*** Opening Records to process ***

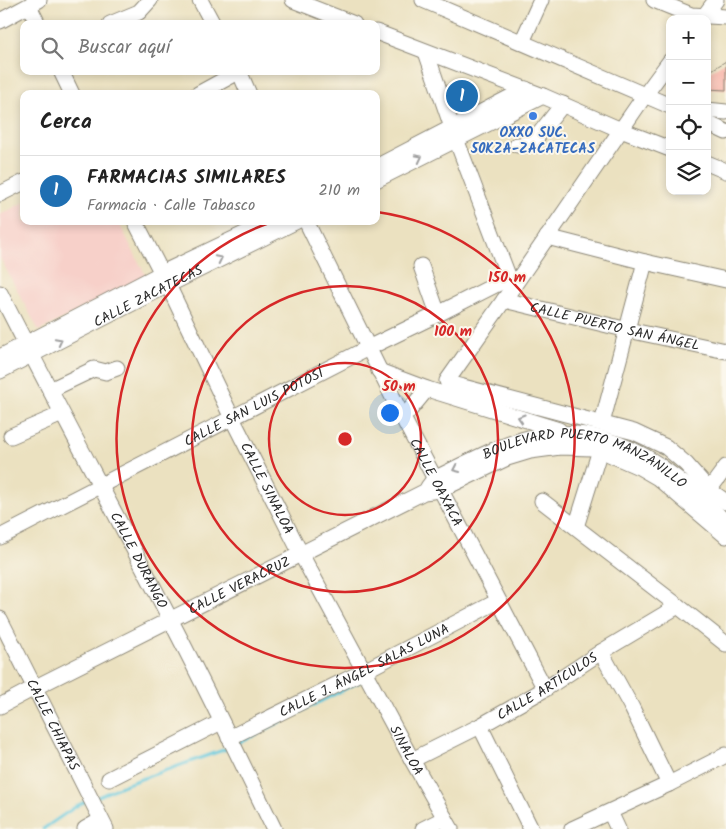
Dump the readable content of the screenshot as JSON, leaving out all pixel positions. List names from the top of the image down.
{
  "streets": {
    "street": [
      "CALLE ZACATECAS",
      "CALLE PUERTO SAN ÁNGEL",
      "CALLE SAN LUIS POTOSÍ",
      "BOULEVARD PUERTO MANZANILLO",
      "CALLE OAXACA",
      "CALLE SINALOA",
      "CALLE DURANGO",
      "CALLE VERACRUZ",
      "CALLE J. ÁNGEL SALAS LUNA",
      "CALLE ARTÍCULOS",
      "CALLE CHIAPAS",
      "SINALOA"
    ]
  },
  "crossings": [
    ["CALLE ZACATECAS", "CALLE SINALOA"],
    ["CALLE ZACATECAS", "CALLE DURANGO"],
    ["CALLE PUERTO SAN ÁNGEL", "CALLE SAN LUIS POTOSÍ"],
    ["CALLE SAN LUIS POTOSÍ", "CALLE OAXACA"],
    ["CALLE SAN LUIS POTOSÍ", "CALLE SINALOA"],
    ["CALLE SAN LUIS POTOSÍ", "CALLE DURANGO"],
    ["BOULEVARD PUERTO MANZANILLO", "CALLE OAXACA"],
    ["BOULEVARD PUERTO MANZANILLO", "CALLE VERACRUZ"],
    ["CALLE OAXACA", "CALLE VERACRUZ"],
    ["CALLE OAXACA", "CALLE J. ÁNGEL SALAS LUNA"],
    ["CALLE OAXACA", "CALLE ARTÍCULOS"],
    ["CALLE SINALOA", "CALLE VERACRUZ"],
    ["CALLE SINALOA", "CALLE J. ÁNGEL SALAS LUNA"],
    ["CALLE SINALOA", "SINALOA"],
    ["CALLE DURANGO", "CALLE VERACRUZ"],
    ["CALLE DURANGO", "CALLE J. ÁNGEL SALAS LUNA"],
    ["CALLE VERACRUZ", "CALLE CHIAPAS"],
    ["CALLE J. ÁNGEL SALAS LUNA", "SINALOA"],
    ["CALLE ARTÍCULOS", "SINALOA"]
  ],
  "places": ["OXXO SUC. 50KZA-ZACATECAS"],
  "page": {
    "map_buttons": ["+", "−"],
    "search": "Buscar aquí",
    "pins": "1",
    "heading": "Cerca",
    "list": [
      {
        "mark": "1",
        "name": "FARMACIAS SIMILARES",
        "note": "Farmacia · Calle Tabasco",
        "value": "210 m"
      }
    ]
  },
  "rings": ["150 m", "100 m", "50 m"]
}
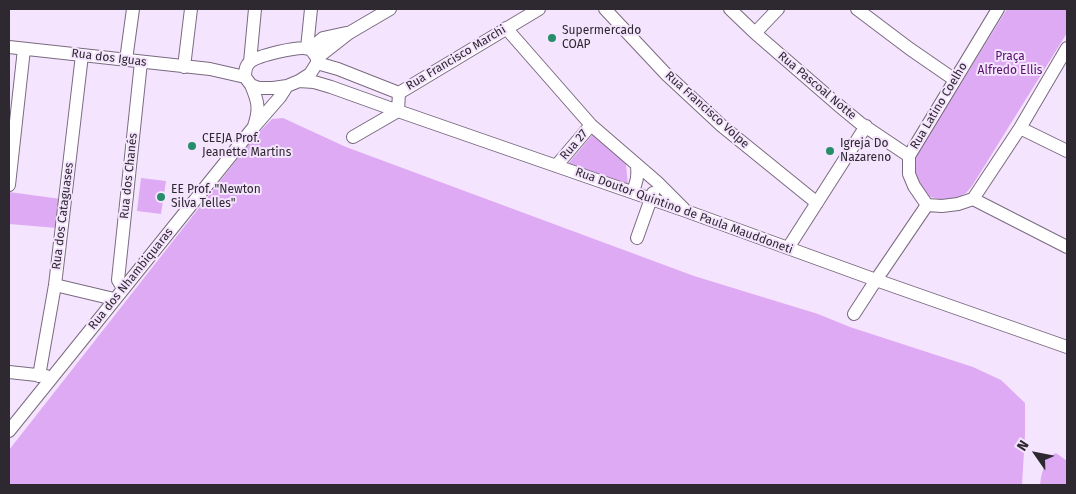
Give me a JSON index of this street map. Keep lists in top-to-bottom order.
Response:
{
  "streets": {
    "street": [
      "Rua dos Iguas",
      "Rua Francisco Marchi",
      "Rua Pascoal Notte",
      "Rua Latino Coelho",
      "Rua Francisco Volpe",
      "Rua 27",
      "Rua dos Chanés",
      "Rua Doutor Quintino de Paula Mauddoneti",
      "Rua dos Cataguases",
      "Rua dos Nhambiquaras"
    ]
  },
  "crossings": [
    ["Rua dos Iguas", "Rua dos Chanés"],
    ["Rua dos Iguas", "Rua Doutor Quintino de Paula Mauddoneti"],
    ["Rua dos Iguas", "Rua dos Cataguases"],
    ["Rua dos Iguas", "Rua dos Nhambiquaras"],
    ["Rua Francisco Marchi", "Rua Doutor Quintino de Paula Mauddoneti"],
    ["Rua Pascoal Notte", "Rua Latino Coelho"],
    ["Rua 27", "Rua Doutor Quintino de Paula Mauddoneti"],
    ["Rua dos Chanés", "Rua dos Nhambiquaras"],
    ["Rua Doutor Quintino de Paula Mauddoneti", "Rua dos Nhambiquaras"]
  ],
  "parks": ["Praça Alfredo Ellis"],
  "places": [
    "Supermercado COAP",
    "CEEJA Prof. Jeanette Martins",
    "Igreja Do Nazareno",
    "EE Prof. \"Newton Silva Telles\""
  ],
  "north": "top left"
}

*** Closing Records to process ***

*What to produce:*
The lines you need are those containing "SINALOA"; find them in the records and copy them.

*Answer box:*
      "CALLE SINALOA",
      "SINALOA"
    ["CALLE ZACATECAS", "CALLE SINALOA"],
    ["CALLE SAN LUIS POTOSÍ", "CALLE SINALOA"],
    ["CALLE SINALOA", "CALLE VERACRUZ"],
    ["CALLE SINALOA", "CALLE J. ÁNGEL SALAS LUNA"],
    ["CALLE SINALOA", "SINALOA"],
    ["CALLE J. ÁNGEL SALAS LUNA", "SINALOA"],
    ["CALLE ARTÍCULOS", "SINALOA"]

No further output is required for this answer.